Indeed, the deputy François Jolivet, who was particularly at the forefront in the fight against so-called inclusive writing, agreed to answer our questions in order to develop his positions. He explains how so-called inclusive writing harms learning the French language and increases inequalities. He insists in particular on the fact that it weakens those who are already victims of a handicap in the face of learning. This position has been the subject of several communications from speech therapists, pedagogues and associations, in particular people with dyslexia. The so-called inclusive writing excludes,and this is a certainty.

As such, I see another danger of so-called inclusive writing, which is particularly worrying in terms of current affairs. Because it terribly complicates learning by creating a distance between written language and spoken language, it is an obstacle to assimilation. However, I believe that among the urgent matters of the moment there is the question of assimilation. Even the most drastic policy of reducing migratory flows cannot avoid reinvesting in the issue of assimilation. This republican requirement has been completely abandoned and the software is now broken. There is an urgent need to build a real policy of assimilation, which means working to the maximum in favor of learning French and mastering the national language. Joseph Kessel, Eugène Ionesco,Henri Troyat, François Cheng, all academicians from various backgrounds, all assimilated by the love of the language and therefore of French civilization. In this, inclusive writing takes the wrong fight, takes us away from the essential and takes us on dangerous paths.

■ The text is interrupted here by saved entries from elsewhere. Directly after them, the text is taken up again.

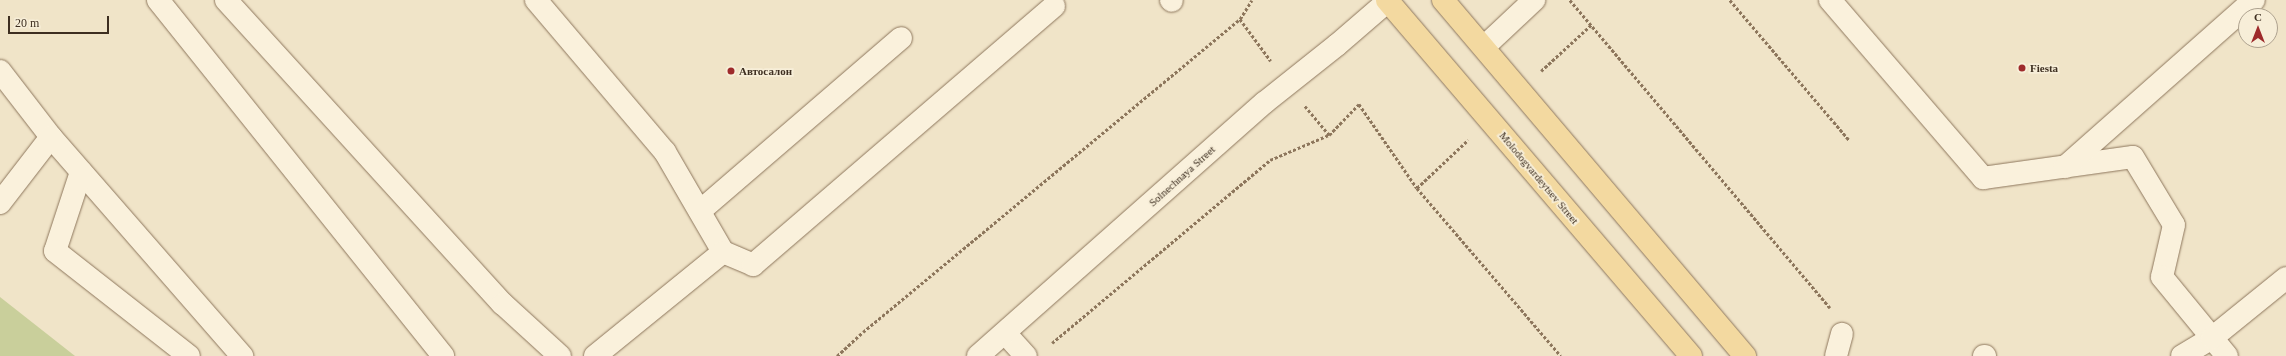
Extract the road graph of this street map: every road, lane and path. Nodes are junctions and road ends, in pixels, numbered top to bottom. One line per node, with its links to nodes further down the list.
1 (158, 0): 33 (street)
2 (226, 0): 34 (street)
3 (536, 0): 23 (street)
4 (1252, 0): 36 (path)
5 (1388, 0): 27 (street, Solnechnaya Street); 40 (main road, Molodogvardeytsev Street)
6 (1443, 0): 14 (main road)
7 (1534, 0): 14 (street)
8 (1570, 0): 26 (path)
9 (1730, 0): 19 (path)
10 (1830, 0): 20 (street)
11 (2254, 0): 20 (street)
12 (1054, 6): 24 (street)
13 (901, 38): 23 (street)
14 (1484, 47): 41 (main road)
15 (0, 71): 17 (street)
16 (0, 84): 17 (street)
17 (27, 106): 18 (street)
18 (50, 137): 21 (street); 22 (street)
19 (1849, 140)
20 (2065, 167): 29 (street)
21 (81, 172): 31 (street); 32 (street)
22 (0, 203)
23 (700, 211): 24 (street)
24 (723, 252): 35 (street)
25 (2286, 278): 29 (street)
26 (1832, 310)
27 (1005, 332): 37 (street, Solnechnaya Street); 38 (street)
28 (1842, 334): 42 (street)
29 (2212, 338): 43 (street); 44 (street)
30 (1049, 346): 39 (path)
31 (189, 356)
32 (242, 356)
33 (442, 356)
34 (560, 356)
35 (595, 356)
36 (837, 356)
37 (978, 356)
38 (1026, 356)
39 (1561, 356)
40 (1691, 356)
41 (1745, 356)
42 (1836, 356)
43 (2182, 356)
44 (2227, 356)

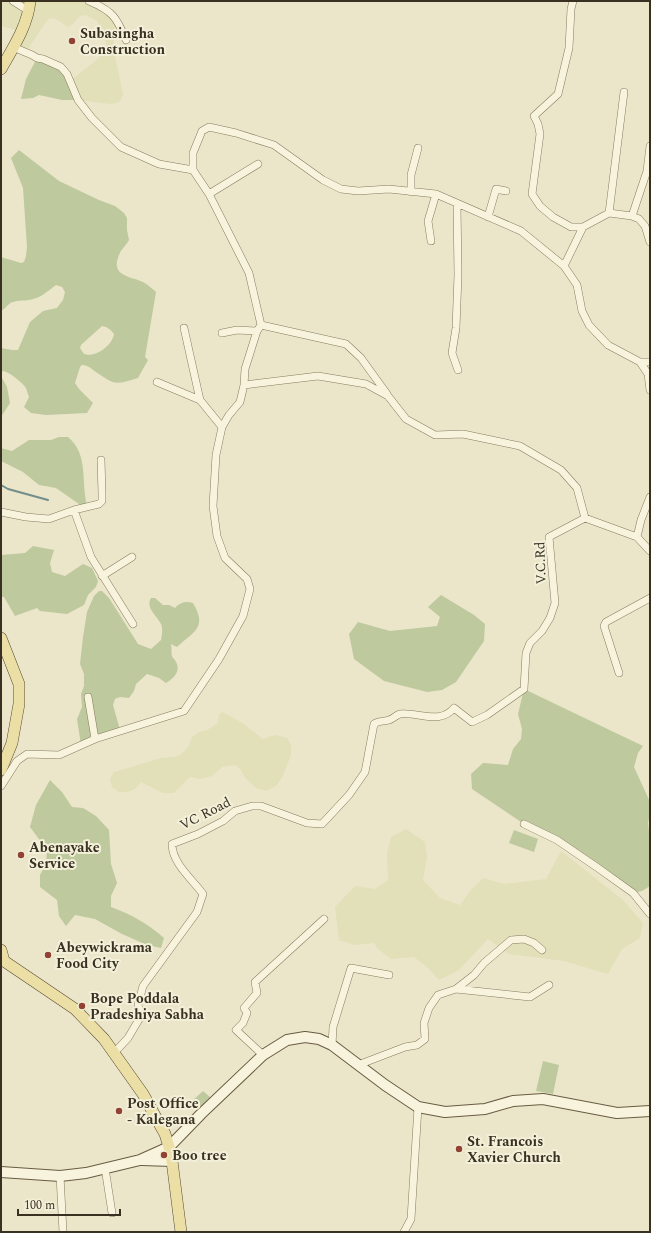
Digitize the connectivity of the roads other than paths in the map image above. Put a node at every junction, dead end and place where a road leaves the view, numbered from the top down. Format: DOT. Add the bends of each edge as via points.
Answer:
graph roads {
  1 [pos="13,1"];
  2 [pos="89,1"];
  3 [pos="573,1"];
  4 [pos="30,6"];
  5 [pos="126,40"];
  6 [pos="13,47"];
  7 [pos="1,69"];
  8 [pos="624,92"];
  9 [pos="650,146"];
  10 [pos="418,148"];
  11 [pos="258,164"];
  12 [pos="193,170"];
  13 [pos="506,191"];
  14 [pos="411,192"];
  15 [pos="209,194"];
  16 [pos="436,194"];
  17 [pos="457,204"];
  18 [pos="609,213"];
  19 [pos="632,216"];
  20 [pos="488,217"];
  21 [pos="583,227"];
  22 [pos="431,241"];
  23 [pos="650,242"];
  24 [pos="564,266"];
  25 [pos="184,328"];
  26 [pos="259,328"];
  27 [pos="222,334"];
  28 [pos="640,362"];
  29 [pos="650,362"];
  30 [pos="458,370"];
  31 [pos="157,382"];
  32 [pos="244,385"];
  33 [pos="650,390"];
  34 [pos="388,396"];
  35 [pos="200,400"];
  36 [pos="222,427"];
  37 [pos="101,460"];
  38 [pos="650,497"];
  39 [pos="74,510"];
  40 [pos="1,512"];
  41 [pos="585,518"];
  42 [pos="637,537"];
  43 [pos="650,551"];
  44 [pos="132,557"];
  45 [pos="102,576"];
  46 [pos="650,598"];
  47 [pos="133,624"];
  48 [pos="1,638"];
  49 [pos="619,673"];
  50 [pos="88,697"];
  51 [pos="428,716"];
  52 [pos="95,739"];
  53 [pos="1,770"];
  54 [pos="1,786"];
  55 [pos="524,824"];
  56 [pos="650,914"];
  57 [pos="324,919"];
  58 [pos="542,950"];
  59 [pos="2,958"];
  60 [pos="389,975"];
  61 [pos="549,985"];
  62 [pos="456,989"];
  63 [pos="332,1045"];
  64 [pos="114,1053"];
  65 [pos="263,1055"];
  66 [pos="358,1065"];
  67 [pos="418,1107"];
  68 [pos="650,1111"];
  69 [pos="169,1147"];
  70 [pos="140,1160"];
  71 [pos="172,1161"];
  72 [pos="105,1168"];
  73 [pos="1,1172"];
  74 [pos="60,1176"];
  75 [pos="112,1213"];
  76 [pos="63,1232"];
  77 [pos="180,1232"];
  78 [pos="404,1232"];
  1 -- 4 [label="street"];
  2 -- 5 [label="street" via="107,10 117,20"];
  3 -- 21 [label="street" via="568,48 558,94 534,116 540,134 532,194 540,206 553,217 571,226"];
  4 -- 6 [label="main road"];
  6 -- 7 [label="main road"];
  6 -- 12 [label="street" via="61,67 68,74 78,100 121,147 159,164"];
  8 -- 18 [label="street"];
  9 -- 19 [label="street" via="646,171"];
  10 -- 14 [label="street" via="411,175"];
  11 -- 15 [label="street"];
  12 -- 14 [label="street" via="193,153 202,131 209,127 274,145 323,180 341,189 389,189"];
  12 -- 15 [label="street"];
  13 -- 20 [label="street" via="496,189"];
  14 -- 16 [label="street"];
  15 -- 26 [label="street" via="249,274"];
  16 -- 17 [label="street"];
  16 -- 22 [label="street" via="428,221"];
  17 -- 20 [label="street"];
  17 -- 30 [label="street" via="458,275 456,328 452,353"];
  18 -- 19 [label="street"];
  18 -- 21 [label="street"];
  19 -- 23 [label="street" via="645,226"];
  20 -- 24 [label="street" via="521,230"];
  21 -- 24 [label="street"];
  24 -- 28 [label="street" via="577,284 582,311 589,325 608,345"];
  25 -- 35 [label="street"];
  26 -- 27 [label="street"];
  26 -- 32 [label="street" via="245,369"];
  26 -- 34 [label="street" via="346,344 361,358"];
  28 -- 29 [label="street"];
  28 -- 33 [label="street" via="648,374"];
  31 -- 35 [label="street"];
  32 -- 34 [label="street" via="318,376 366,384"];
  32 -- 36 [label="street" via="240,402"];
  34 -- 41 [label="street" via="406,419 435,435 463,434 520,446 561,470 578,488"];
  35 -- 36 [label="street"];
  36 -- 52 [label="street" via="216,456 216,536 225,558 247,579 250,589 243,616 220,659 184,711"];
  37 -- 39 [label="street" via="101,503"];
  38 -- 42 [label="street"];
  39 -- 40 [label="street" via="49,519"];
  39 -- 45 [label="street" via="91,558"];
  41 -- 42 [label="street"];
  41 -- 51 [label="street, V.C.Rd" via="549,537 555,603 550,618 530,643 526,653 524,689 472,722 454,708 436,718"];
  42 -- 43 [label="street"];
  44 -- 45 [label="street"];
  45 -- 47 [label="street"];
  46 -- 49 [label="street" via="606,622 604,626"];
  48 -- 53 [label="main road" via="19,684 19,704 12,743"];
  50 -- 52 [label="street"];
  51 -- 64 [label="street, VC Road" via="399,714 388,721 374,724 365,772 349,795 322,824 307,823 261,806 252,806 235,811 223,821 172,844 176,860 203,894 197,912 143,986 138,1005 141,1016 128,1038"];
  52 -- 54 [label="street" via="59,755 27,754 17,761"];
  55 -- 56 [label="street" via="557,840 598,868 633,893"];
  57 -- 65 [label="street" via="256,982 257,993 244,1008 247,1013 243,1023 236,1030"];
  58 -- 62 [label="street" via="524,939 511,940"];
  59 -- 64 [label="main road" via="75,1009"];
  60 -- 63 [label="street" via="351,968 333,1027"];
  61 -- 62 [label="street" via="530,997"];
  62 -- 66 [label="street" via="438,995 428,1008 424,1023 425,1039 417,1045"];
  63 -- 65 [label="main road" via="319,1039 305,1037 287,1040"];
  63 -- 66 [label="main road"];
  64 -- 69 [label="main road" via="143,1094 165,1134"];
  65 -- 69 [label="main road"];
  66 -- 67 [label="main road"];
  67 -- 68 [label="main road" via="445,1112 485,1109 513,1101 543,1099 617,1113"];
  67 -- 78 [label="street" via="411,1219"];
  69 -- 70 [label="main road"];
  69 -- 71 [label="main road"];
  70 -- 71 [label="main road"];
  70 -- 72 [label="main road"];
  71 -- 77 [label="main road"];
  72 -- 74 [label="main road"];
  72 -- 75 [label="street"];
  73 -- 74 [label="main road"];
  74 -- 76 [label="street"];
}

What is at stake, what Napoleon symbolizes in our memory, is a certain idea of ​​greatness.

Gael Nofri

You devote a large part of the review to the figure of Napoleon.

Are history and its great characters ambassadors of our culture?



Our association was first born in order to fight against the memory attacks which today threaten the Nation and its identity. It is therefore natural that on the occasion of the commemorations relating to the bicentenary of Napoleon's death, we have taken a stand in favor of ceremonies that are worthy and up to the challenge. The indigenous collectives and the professionals of repentance would like to force us to see in Napoleon a bloodthirsty tyrant, a relentless slave owner, when he was not Hitler's precursor. Beyond the obvious errors and excesses, it would be wrong to believe that these pressure groups place their fight on a personal level and that their vindictiveness has no other object than the first Emperor of the French.

Critical gaze is always a right of the historian and a possibility of the citizen. There is no man, much less a public man who is free from all reproach or immaculate from all fault. Napoleon was no exception in this area.



But that is not what is at issue; what is at stake, what Napoleon symbolizes in our memory, is a certain idea of ​​greatness. We are at a time when our past greatness is constantly contested, called into question, relativized, accused. No longer knowing how to be great, many would have us believe that greatness never existed, that it is suspect, not to say dangerous. The existence of Napoleon is a provocation for the party of national renunciation still at work in our history.